31Dans certains contextes, les activités menées dans le soutien privé ont des conséquences sur le travail des écoles régulières. C’est d’autant plus évident lorsque les enseignants assurent eux-mêmes le soutien, mais c’est aussi le cas dans d’autres systèmes. Lorsque le taux d’inscription dans le secteur de l’ombre est élevé, les professeurs peuvent supposer que leurs élèves bénéficient d’une aide complémentaire et ils les forcent à s’en saisir afin de tenir le rythme de l’instruction. Cela remet en cause des principes fondamentaux, y compris le rôle exclusif de la scolarité en tant que vecteur d’enseignement et d’apprentissage, et la sacralisation de la scolarité gratuite telle qu’elle est inscrite à l’article 26 de la Déclaration universelle des Droits de l’Homme des Nations unies de 1948. En outre, si les élèves peuvent gagner en inspiration et en soutien grâce aux cours privés, ils peuvent aussi être plus fatigués et moins efficaces dans leur travail quotidien en classe ; et même les gouvernements peuvent trouver que la privatisation déguisée est pratique en tant que moyen de conserver le niveau d’enseignement et peut-être comme un complément de salaire pour les enseignants qui requiert moins d’efforts et d’investissement budgétaire. Au-delà de l’école, l’essor du soutien scolaire privé a aussi des implications très profondes sur la stratification sociale et le marché du travail.

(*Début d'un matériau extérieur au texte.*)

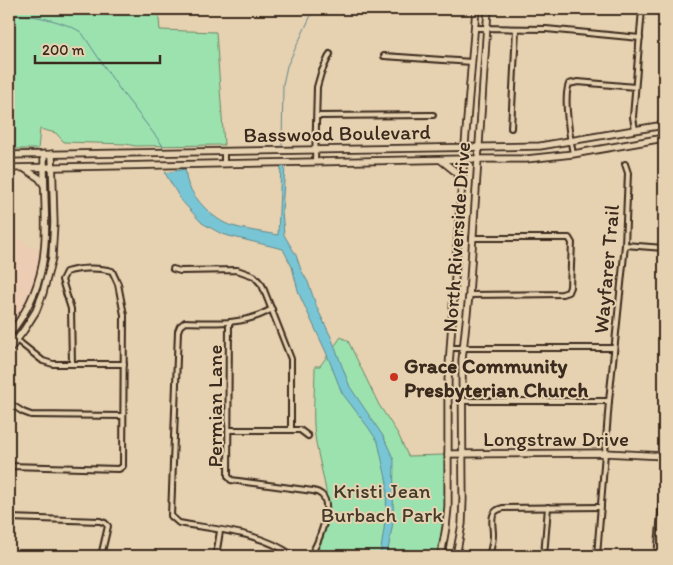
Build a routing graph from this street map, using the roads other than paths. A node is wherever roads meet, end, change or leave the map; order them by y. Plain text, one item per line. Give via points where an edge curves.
1 (476, 9) edge
2 (488, 9) edge
3 (642, 9) edge
4 (475, 28) junction
5 (487, 28) junction
6 (516, 29) junction
7 (640, 38) junction
8 (330, 54) dead end
9 (384, 56) dead end
10 (472, 62) junction
11 (635, 87) junction
12 (433, 115) dead end
13 (318, 116) junction
14 (664, 125) edge
15 (511, 128) dead end
16 (635, 130) junction
17 (664, 138) edge
18 (571, 142) junction
19 (465, 148) junction
20 (479, 148) junction
21 (317, 149) junction
22 (224, 152) junction
23 (44, 154) junction
24 (52, 154) junction
25 (573, 154) junction
26 (9, 155) edge
27 (464, 159) junction
28 (478, 159) junction
29 (441, 160) junction
30 (316, 162) junction
31 (224, 163) junction
32 (625, 164) dead end
33 (9, 168) edge
34 (24, 168) junction
35 (44, 168) junction
36 (53, 168) junction
37 (44, 185) junction
38 (461, 187) junction
39 (472, 238) junction
40 (625, 245) junction
41 (664, 248) edge
42 (173, 269) dead end
43 (469, 295) junction
44 (272, 309) junction
45 (229, 323) junction
46 (9, 334) edge
47 (17, 340) junction
48 (451, 348) junction
49 (463, 348) junction
50 (614, 348) junction
51 (9, 350) edge
52 (72, 364) junction
53 (124, 364) junction
54 (461, 401) junction
55 (609, 401) junction
56 (9, 403) edge
57 (123, 416) junction
58 (229, 430) junction
59 (292, 430) junction
60 (308, 436) dead end
61 (605, 453) junction
62 (448, 454) junction
63 (462, 454) junction
64 (664, 456) edge
65 (9, 466) edge
66 (548, 507) junction
67 (600, 507) junction
68 (663, 515) edge
69 (9, 518) edge
70 (220, 531) junction
71 (101, 556) edge
72 (216, 556) edge
73 (293, 556) edge
74 (310, 556) edge
75 (441, 556) edge
76 (456, 556) edge
77 (489, 556) edge
78 (544, 556) edge
79 (597, 556) edge
80 (657, 556) edge

1 - 4 main road, North Riverside Drive
2 - 5 main road, North Riverside Drive
3 - 7 street
4 - 5 street
4 - 10 main road, North Riverside Drive
5 - 6 street
5 - 20 main road, North Riverside Drive
6 - 7 street
6 - 15 street
7 - 11 street
8 - 13 street via 317,87
9 - 10 street
10 - 19 main road, North Riverside Drive
11 - 16 street
11 - 18 street via 569,84 567,106
12 - 13 street
13 - 21 street
14 - 16 main road, Basswood Boulevard
16 - 18 main road, Basswood Boulevard
17 - 25 main road, Basswood Boulevard
18 - 20 main road, Basswood Boulevard
18 - 25 street
19 - 20 main road, Basswood Boulevard
19 - 21 main road, Basswood Boulevard
19 - 27 main road, North Riverside Drive
20 - 28 main road, North Riverside Drive
21 - 22 main road, Basswood Boulevard
21 - 30 street
22 - 24 main road, Basswood Boulevard
22 - 31 street
23 - 24 main road, Basswood Boulevard
23 - 26 main road, Basswood Boulevard
23 - 35 main road
24 - 36 main road
25 - 28 main road, Basswood Boulevard via 526,159
27 - 28 main road, Basswood Boulevard
27 - 29 main road, Basswood Boulevard
27 - 38 main road, North Riverside Drive
28 - 39 main road, North Riverside Drive
29 - 30 main road, Basswood Boulevard
29 - 38 main road via 456,172
30 - 31 main road, Basswood Boulevard
31 - 36 main road, Basswood Boulevard
32 - 40 street, Wayfarer Trail via 628,173
33 - 34 main road, Basswood Boulevard
34 - 35 main road, Basswood Boulevard
34 - 37 main road
35 - 36 main road, Basswood Boulevard
35 - 37 main road
36 - 47 main road via 52,258 36,311
37 - 46 main road via 44,262 32,300
38 - 48 main road, North Riverside Drive
39 - 43 main road, North Riverside Drive
39 - 43 street via 568,237 572,240 569,290 565,293
40 - 41 street
40 - 50 street, Wayfarer Trail
42 - 44 street via 246,272 262,285
43 - 49 main road, North Riverside Drive
44 - 45 street via 250,320
44 - 59 street via 292,364
45 - 58 street, Permian Lane
45 - 70 street via 186,322 178,331 171,516 179,523
46 - 47 street
47 - 51 main road
47 - 52 street via 43,361
48 - 49 street
48 - 62 main road, North Riverside Drive
49 - 50 street
49 - 54 main road, North Riverside Drive
50 - 55 street, Wayfarer Trail
52 - 53 street
52 - 53 street via 71,309 62,280 71,270 104,269 112,271 118,284 124,316
53 - 57 street
54 - 55 street
54 - 63 main road, North Riverside Drive
55 - 61 street, Wayfarer Trail
56 - 57 street via 31,415
57 - 65 street via 123,466 120,469
58 - 59 street
58 - 74 street, Permian Lane via 230,479 313,491 325,498 323,524
59 - 60 street via 302,430
61 - 63 main road, Longstraw Drive
61 - 64 main road, Longstraw Drive
61 - 67 street, Wayfarer Trail
62 - 63 main road, Longstraw Drive
62 - 75 main road, North Riverside Drive via 448,507
63 - 76 main road, North Riverside Drive via 462,524
64 - 68 street
66 - 67 street
66 - 77 street via 497,509 492,517
66 - 78 street
67 - 79 street, Wayfarer Trail
68 - 80 street
69 - 71 street via 105,523 108,526
70 - 72 street
70 - 73 street via 263,540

32La recherche sur le soutien scolaire privé a beaucoup progressé depuis le début du XXIe siècle. Toutefois, il faudrait beaucoup plus de recherches et de débats sur le sujet, portant sur une vaste palette de contextes, afin de mesurer l’ampleur, la nature et l’impact de la privatisation par défaut. L’analyse placera peut-être l’éducation de l’ombre aux côtés d’autres formes de privatisation, comme nous l’avons fait pour ce numéro de la Revue internationale d’éducation de Sèvres, afin de brosser un tableau d’ensemble. Et pour compléter l’accent mis sur l’Asie dans notre article, des recherches portant sur d’autres régions du monde apporteront une compréhension précieuse des points communs et des différences.